Je viens de surprendre un coolie qui me regardait écrire par
un coin de fenêtre laissé libre par les jalousies. Sa figure noire et ses
mauvaises dents ne sont pas des plus belles. Le bateau est plein de ces coolies
qui y viennent à chaque port pour charger et décharger les marchandises, naturellement
il y en a toujours plus que nécessaire. Pourtant on s’aperçoit aussi de la
crise ici, les entrepôts ont été bâtis pour contenir plus de marchandises
qu’ils n’en ont actuellement, on le voit clairement, et aussi les bateaux
allant en Hollande sont remplis de monde.

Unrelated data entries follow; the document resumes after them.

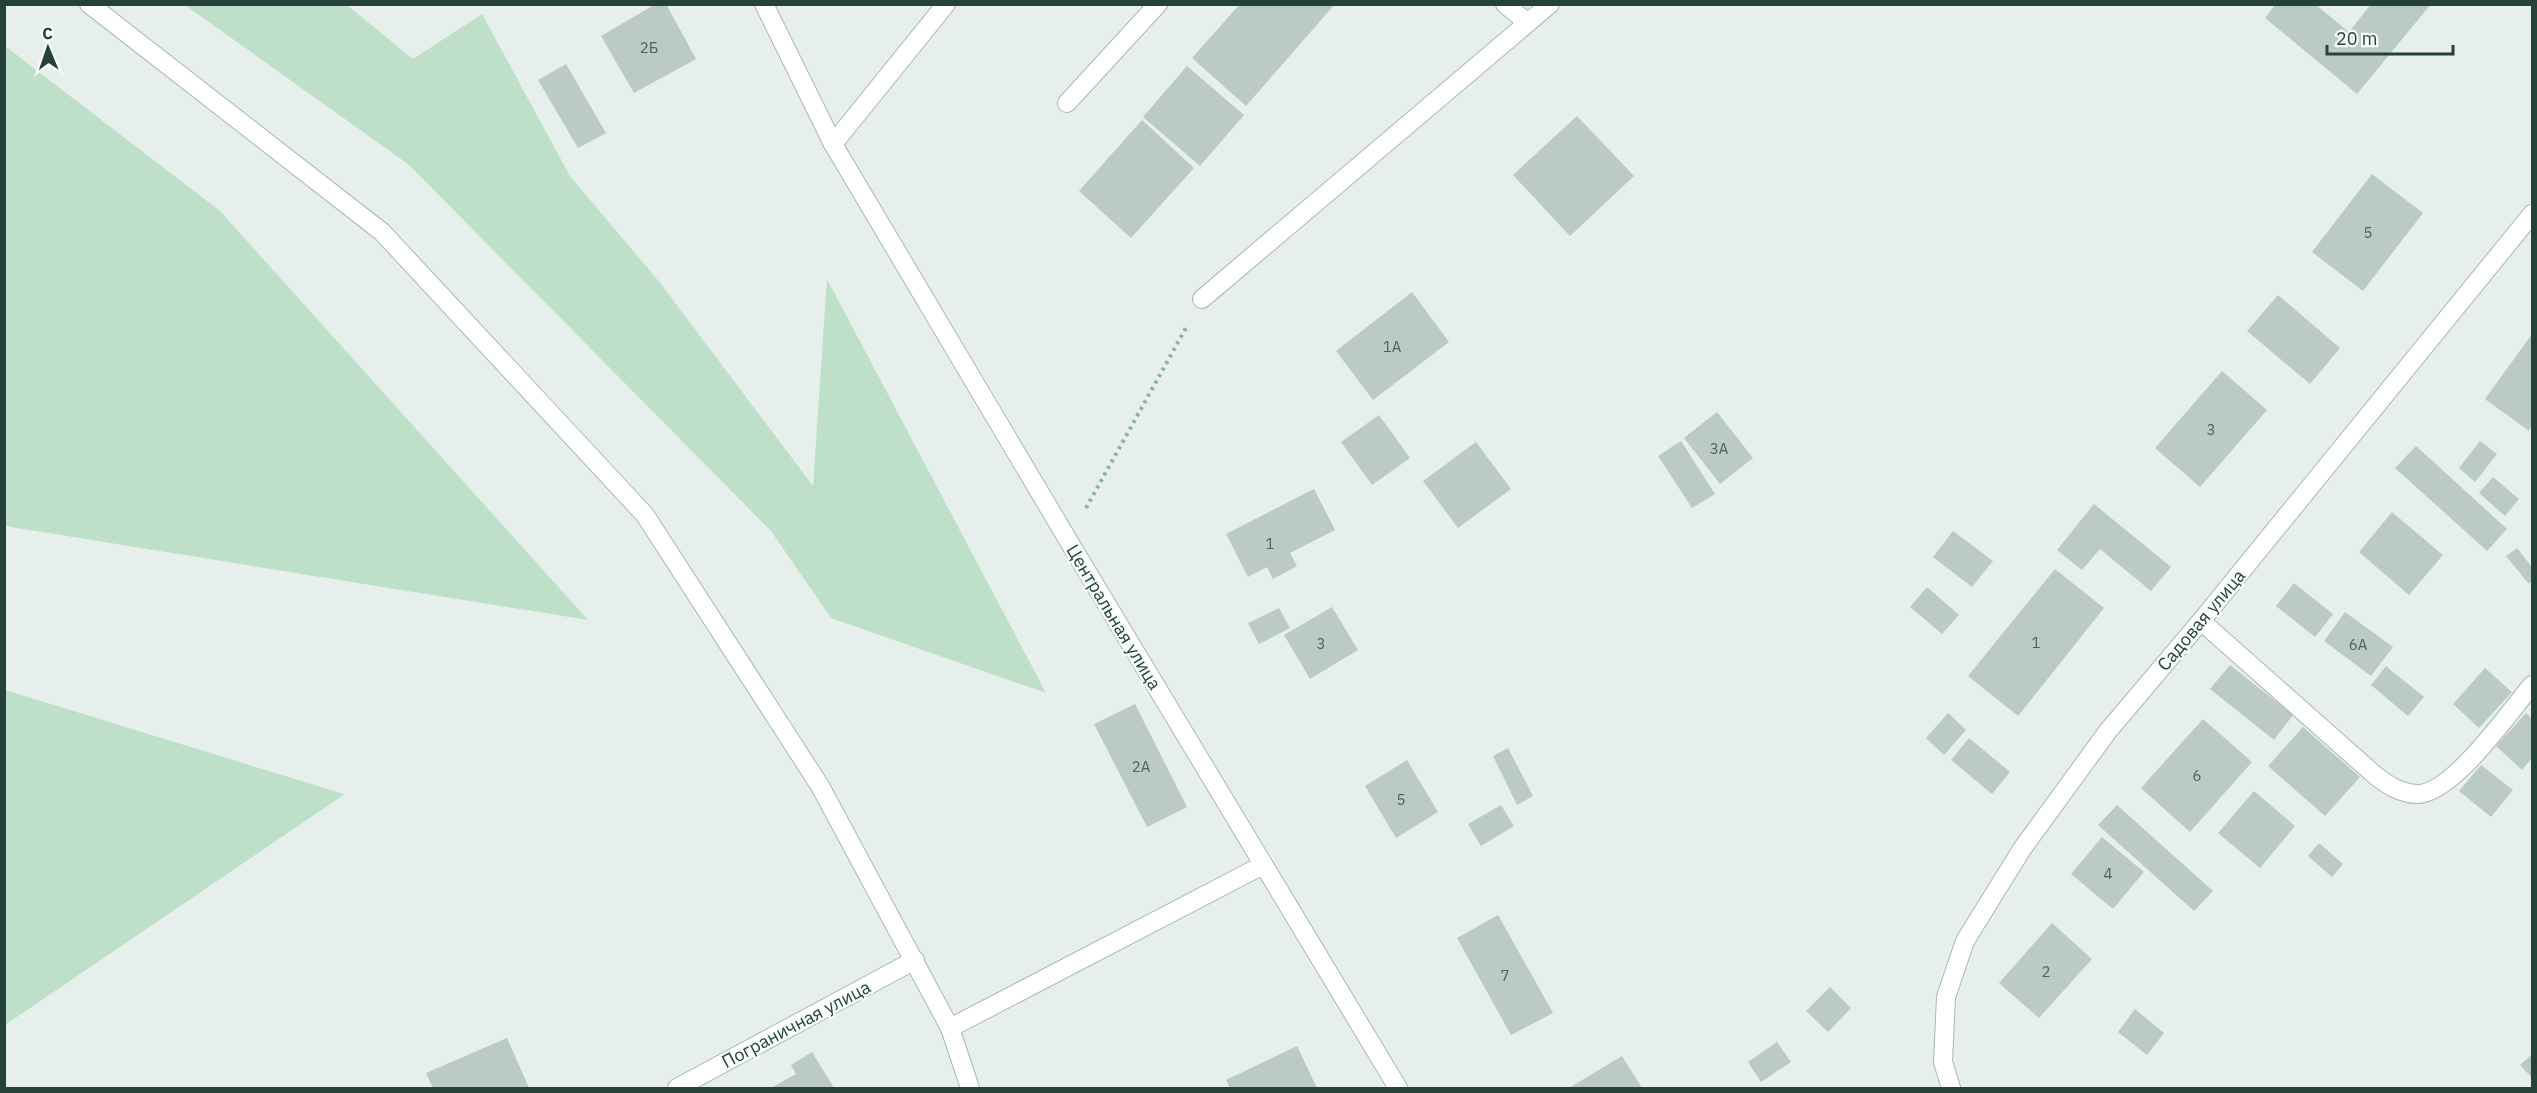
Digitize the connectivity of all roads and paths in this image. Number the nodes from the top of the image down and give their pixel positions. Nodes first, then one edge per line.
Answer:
1 (89, 4) edge
2 (764, 4) edge
3 (946, 4) edge
4 (1158, 4) edge
5 (1506, 4) edge
6 (1550, 4) edge
7 (1528, 23) junction
8 (1067, 103) dead end
9 (833, 144) junction
10 (2532, 214) edge
11 (1202, 299) joint
12 (1068, 540) junction
13 (2202, 621) junction
14 (2532, 685) edge
15 (1263, 865) junction
16 (915, 960) junction
17 (950, 1028) junction
18 (677, 1089) edge
19 (970, 1089) edge
20 (1398, 1089) edge
21 (1951, 1089) edge

1 - 16 street
2 - 9 street, Центральная улица
3 - 9 street
4 - 8 street
5 - 7 street
6 - 7 street
7 - 11 street
9 - 12 street, Центральная улица
10 - 13 street, Садовая улица
11 - 12 path
12 - 15 street, Центральная улица
13 - 14 street
13 - 21 street, Садовая улица
15 - 17 street
15 - 20 street, Центральная улица
16 - 17 street
16 - 18 street, Пограничная улица
17 - 19 street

Pour venir ici à Belawan nous avons dû remonter la
rivière un long bout, c’était magnifique et pourtant il pleuvait et tout était
gris. Cet après-midi nous allons à Medan,
une ville un peu plus à l’intérieur, mais une des plus grandes de Sumatra.
Notre bateau reste ici jusqu’à 4 ½ heures.
Savez-vous ce qui me frappe
ici ? tous les hommes, je parle des blancs, sont jeunes, grands et
tellement actifs. C’est bien sûr les jeunes qui viennent travailler ici pour
faire fortune et ensuite ils s’en vont, mais cela donne un cachet spécial à la
vie ici, tout est jeune et actif. Et c’est si large et étendu Quand je pense à
tout ce que les gens pensent des Indes, non, cela me fâche, maintenant que je
vois par moi-même. En tout cas, je crois que j’ai trouvé mon eau pour nager à
l’aise.
Ceci n’est pas du tout bien écrit,
je vais si vite et puis il y a toujours quelque chose à voir et je ne suis pas
encore habituée à la machine (comment le serais-je Buby ne s’en sépare
pas !) elle n’a pas de cédille, alors j’écris toujours « ca »,
ca irait trop long de le faire autrement.
Voilà, nous partons pour Medan.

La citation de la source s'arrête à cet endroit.